That is the question that has been whirring around in my head the past few weeks. The last time I was on my little space was 3 weeks ago, and in both mine and the blogging world that’s a very long time
If I’m to be completely and utterly honest, I didn’t think I’d be as affected by changing jobs as I have been. It’s going really well and I’m enjoying every minute, but with moving to full time and losing my precious Wednesdays I’ve really struggled with my little online diary as well as looking after my family, house, dog and life admin, and when I get home from work most nights the last thing I’ve been wanting to do is sit and be on here
After going back and forth in my head for a few weeks I decided to take a step back, not really knowing where I wanted to go with my little space to write but knowing I needed to put it all into perspective
You see, I like writing on here, it’s my creative outlet, my therapy and my second home.
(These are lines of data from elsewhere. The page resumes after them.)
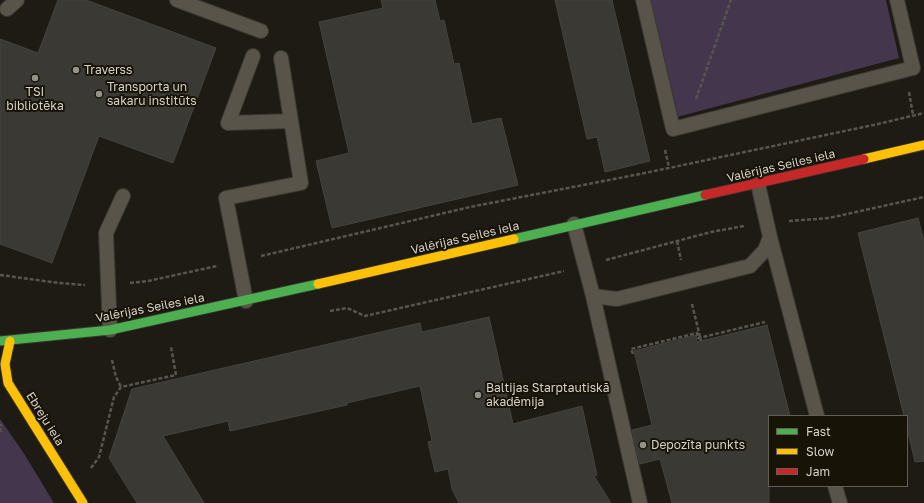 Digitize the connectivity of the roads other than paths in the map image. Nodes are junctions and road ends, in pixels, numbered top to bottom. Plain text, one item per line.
1 (177, 0) edge
2 (642, 0) edge
3 (897, 0) edge
4 (261, 31) dead end
5 (253, 56) dead end
6 (281, 58) dead end
7 (291, 121) junction
8 (924, 146) edge
9 (758, 184) junction
10 (122, 196) dead end
11 (574, 224) junction
12 (770, 237) junction
13 (593, 296) junction
14 (246, 301) junction
15 (110, 330) junction
16 (0, 341) edge
17 (10, 341) junction
18 (817, 415) edge
19 (835, 487) edge
20 (83, 503) edge
21 (640, 503) edge
22 (840, 503) edge

1 - 4 lane
2 - 3 lane
5 - 7 lane
6 - 7 lane
7 - 14 lane
8 - 9 street, Valērijas Seiles iela
9 - 11 street, Valērijas Seiles iela
9 - 12 lane
10 - 15 lane
11 - 13 lane
11 - 14 street, Valērijas Seiles iela
12 - 13 lane
12 - 18 lane
13 - 21 lane
14 - 15 street, Valērijas Seiles iela
15 - 17 street, Valērijas Seiles iela
16 - 17 street, Valērijas Seiles iela
17 - 20 street, Ebreju iela
19 - 22 lane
It’s quite literally one of my favourite things to do and I know I can’t just ‘give it up’. The problem is I’d got myself into such a forced routine that I spent most of January and February working myself up about ‘needing’ to be constantly present, and putting myself under my own unnecessary pressure
I realise now I’ve reassessed everything, that I don’t want to stop blogging but I do want to be realistic with the frequency in which I write and reduce the pressure I put myself under. I want to continue recording my memories, I want to continue talking to likeminded people and feeling inspired by them, and most importantly, I want to continue my personal outlet
So here’s to a better blog life balance, days where I don’t force myself to be ‘present’ but not present in my life, and not giving things up (we’ve always said I’m a determined little being……) – I hope you stick around for the journey!